Multimodal Event Detection in User Generated Videos

  • Authors:
  • Francesco Cricri;Kostadin Dabov;Igor D. D. Curcio;Sujeet Mate;Moncef Gabbouj

  • Affiliations:
  • -;-;-;-;-

  • Venue:
  • ISM '11 Proceedings of the 2011 IEEE International Symposium on Multimedia
  • Year:
  • 2011

Quantified Score

Hi-index 0.00

Visualization

Abstract

Nowadays most camera-enabled electronic devices contain various auxiliary sensors such as accelerometers, gyroscopes, compasses, GPS receivers, etc. These sensors are often used during the media acquisition to limit camera degradations such as shake and also to provide some basic tagging information such as the location used in geo-tagging.

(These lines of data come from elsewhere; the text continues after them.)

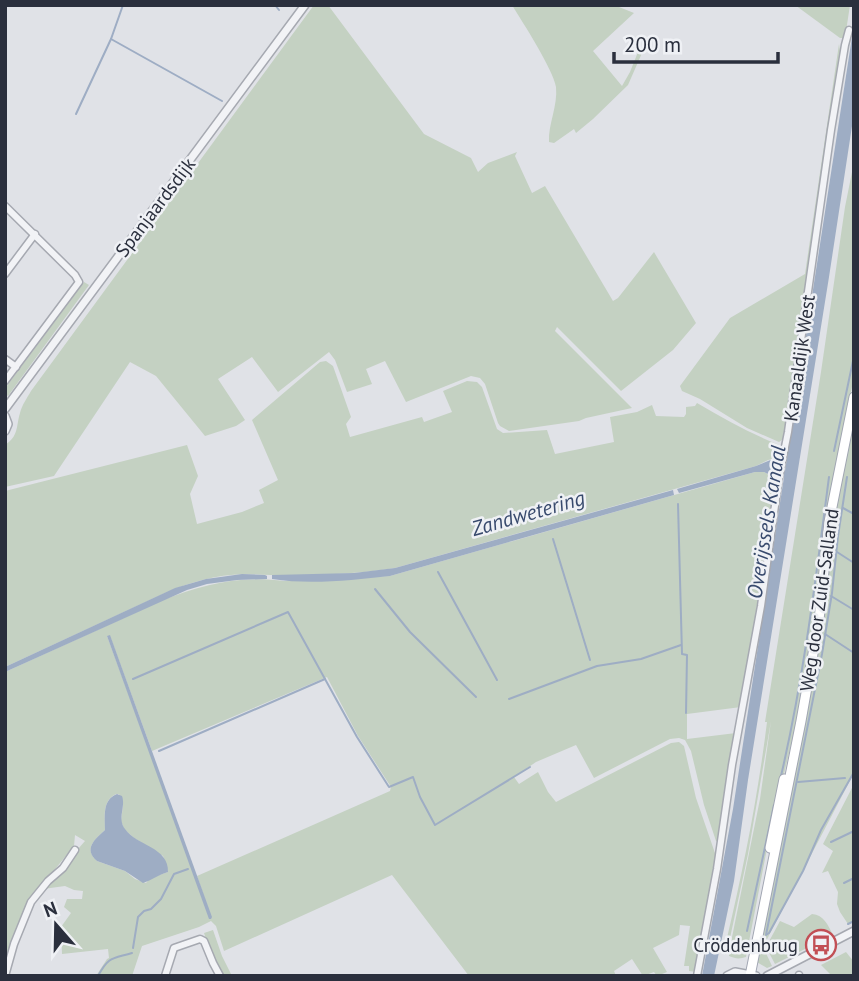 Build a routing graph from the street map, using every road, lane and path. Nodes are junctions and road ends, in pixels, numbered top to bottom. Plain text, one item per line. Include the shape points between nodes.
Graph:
1 (304, 5) edge
2 (849, 30) dead end
3 (5, 206) edge
4 (35, 234) junction
5 (5, 274) edge
6 (5, 359) edge
7 (16, 367) junction
8 (5, 382) edge
9 (854, 397) edge
10 (5, 409) edge
11 (5, 416) edge
12 (5, 431) edge
13 (75, 850) dead end
14 (854, 931) edge
15 (749, 975) edge
16 (5, 976) edge
17 (164, 976) edge
18 (220, 976) edge
19 (697, 976) edge
20 (727, 976) edge
21 (767, 976) edge

1 - 10 street, Spanjaardsdijk
2 - 19 street, Kanaaldijk West via 761,606
3 - 4 street
4 - 5 street
4 - 7 street via 79,282
6 - 7 street
7 - 8 street
9 - 15 main road, Weg door Zuid-Salland via 830,522 801,721
11 - 12 street
13 - 16 street via 31,902
14 - 21 street
15 - 20 street via 733,972
17 - 18 street via 174,948 200,939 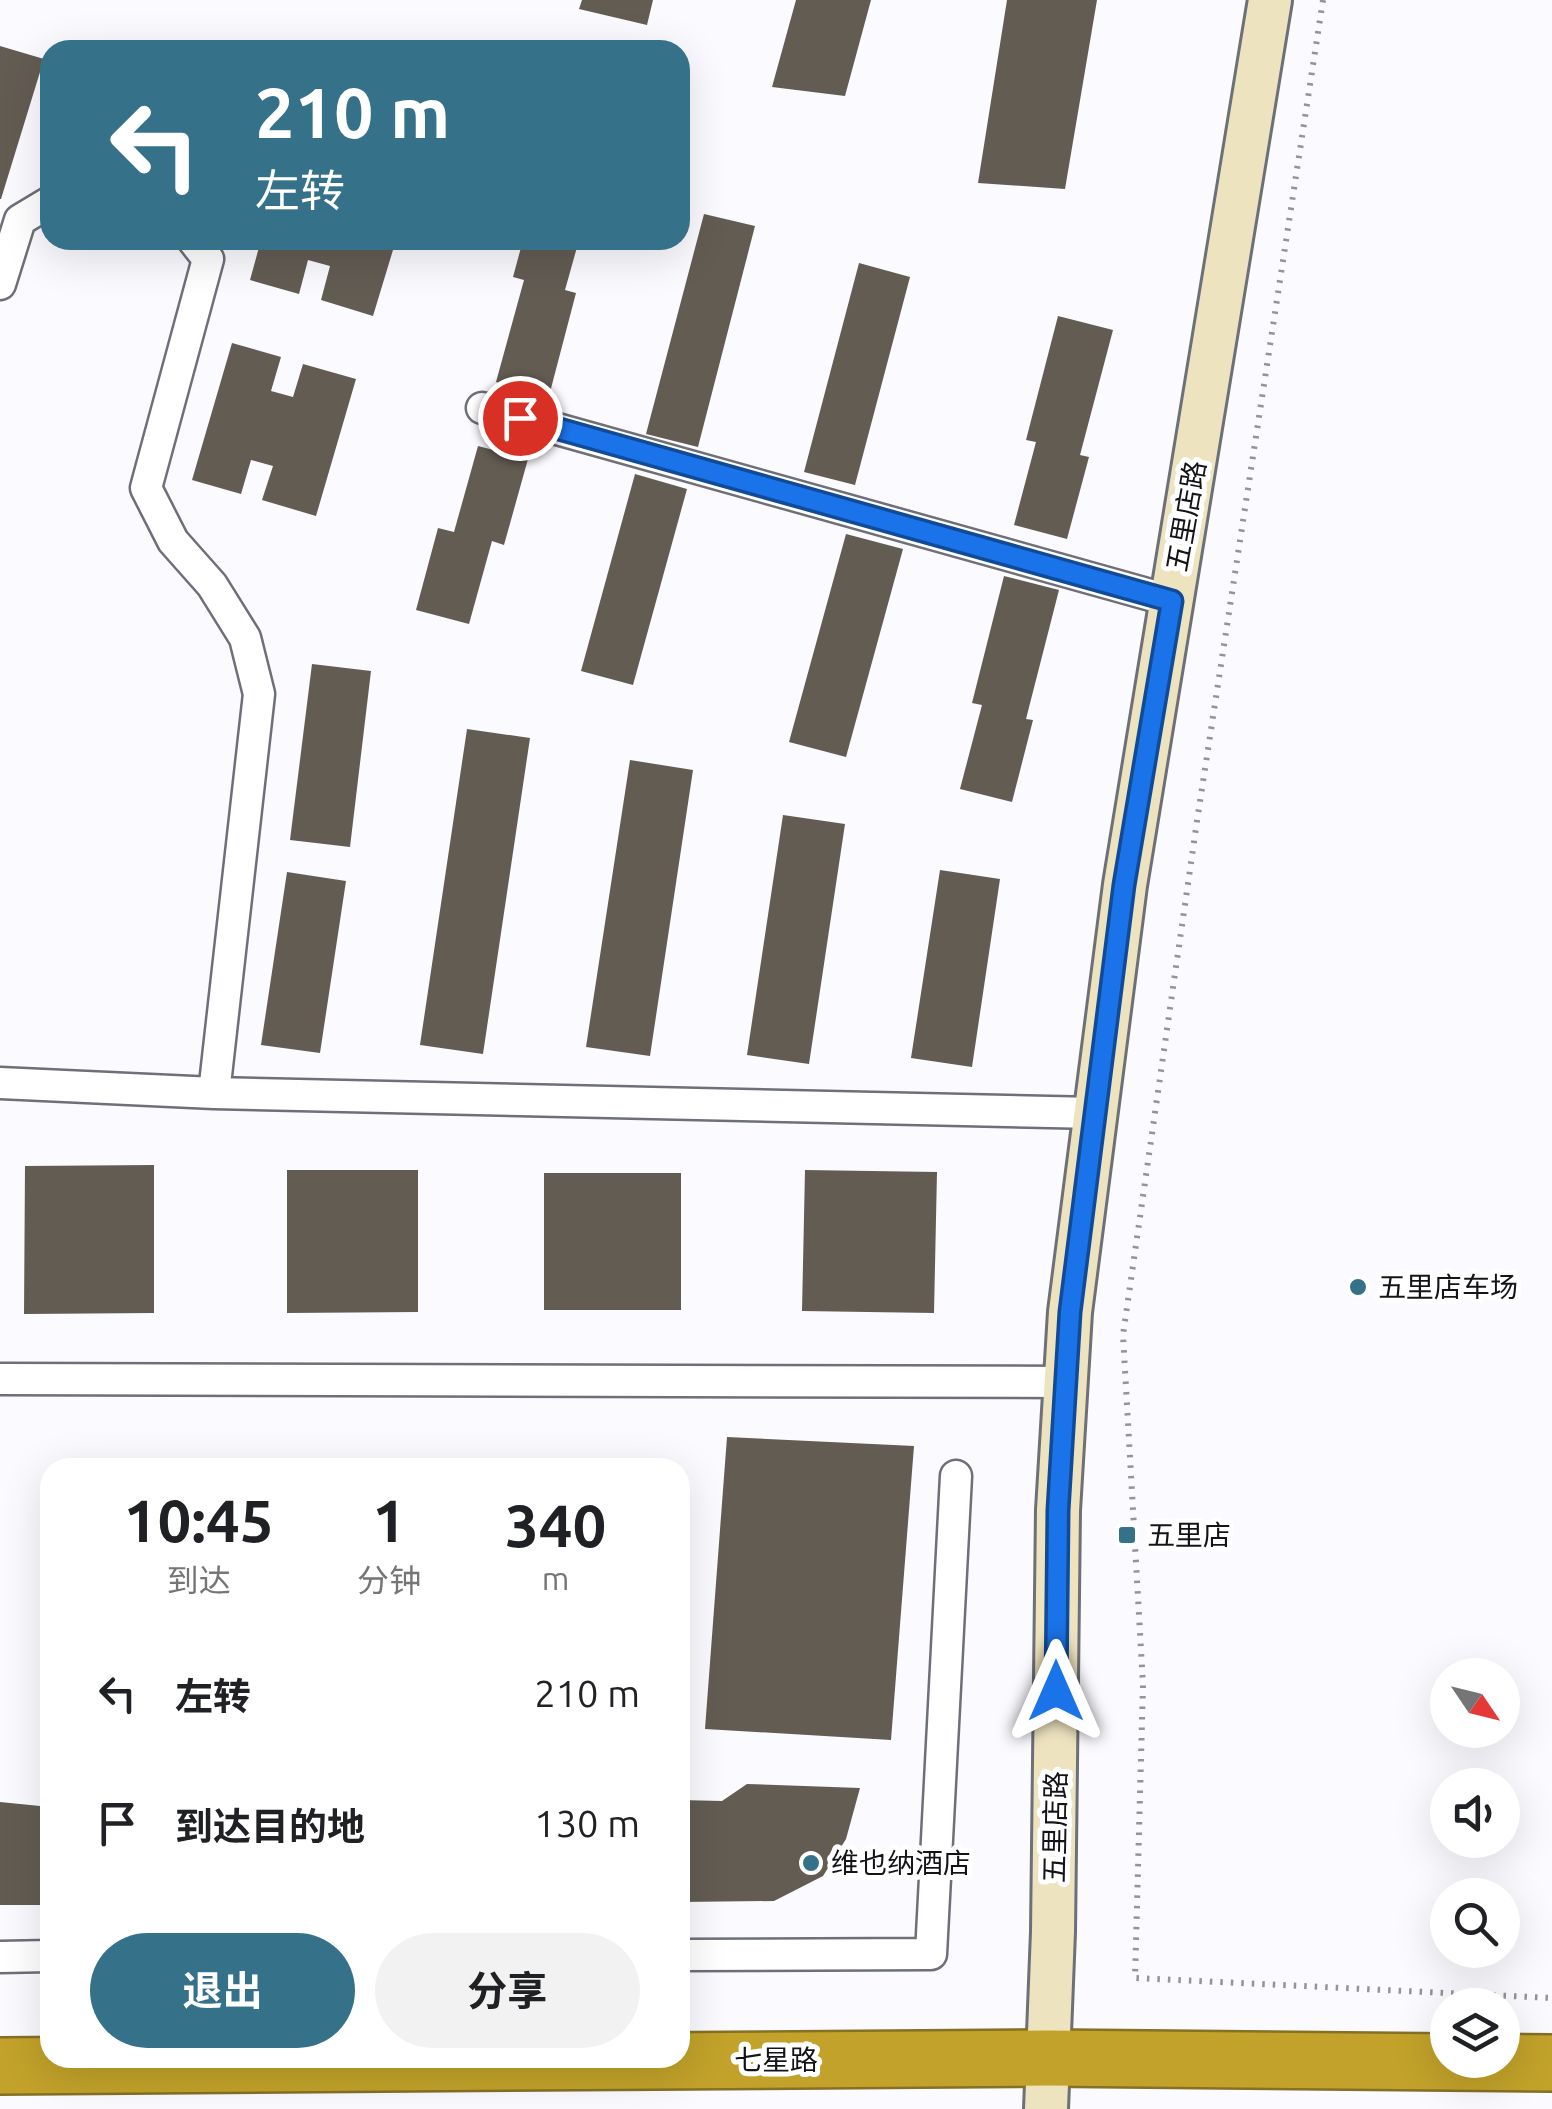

Surprisingly, exploiting the sensor-recordings modality for high-level event detection has been a subject of rather limited research, further constrained to highly specialized acquisition setups. In this work, we show how these sensor modalities, alone or in combination with content-based analysis, allow inferring information about the video content. In addition, we consider a multi-camera scenario, where multiple user generated recordings of a common scene (e.g., music concerts, public events) are available. In order to understand some higher-level semantics of the recorded media, we jointly analyze the individual video recordings and sensor measurements of the multiple users. The detected semantics include generic interesting events and some more specific events. The detection exploits correlations in the camera motion and in the audio content of multiple users. We show that the proposed multimodal analysis methods perform well on various recordings obtained in real live music performances.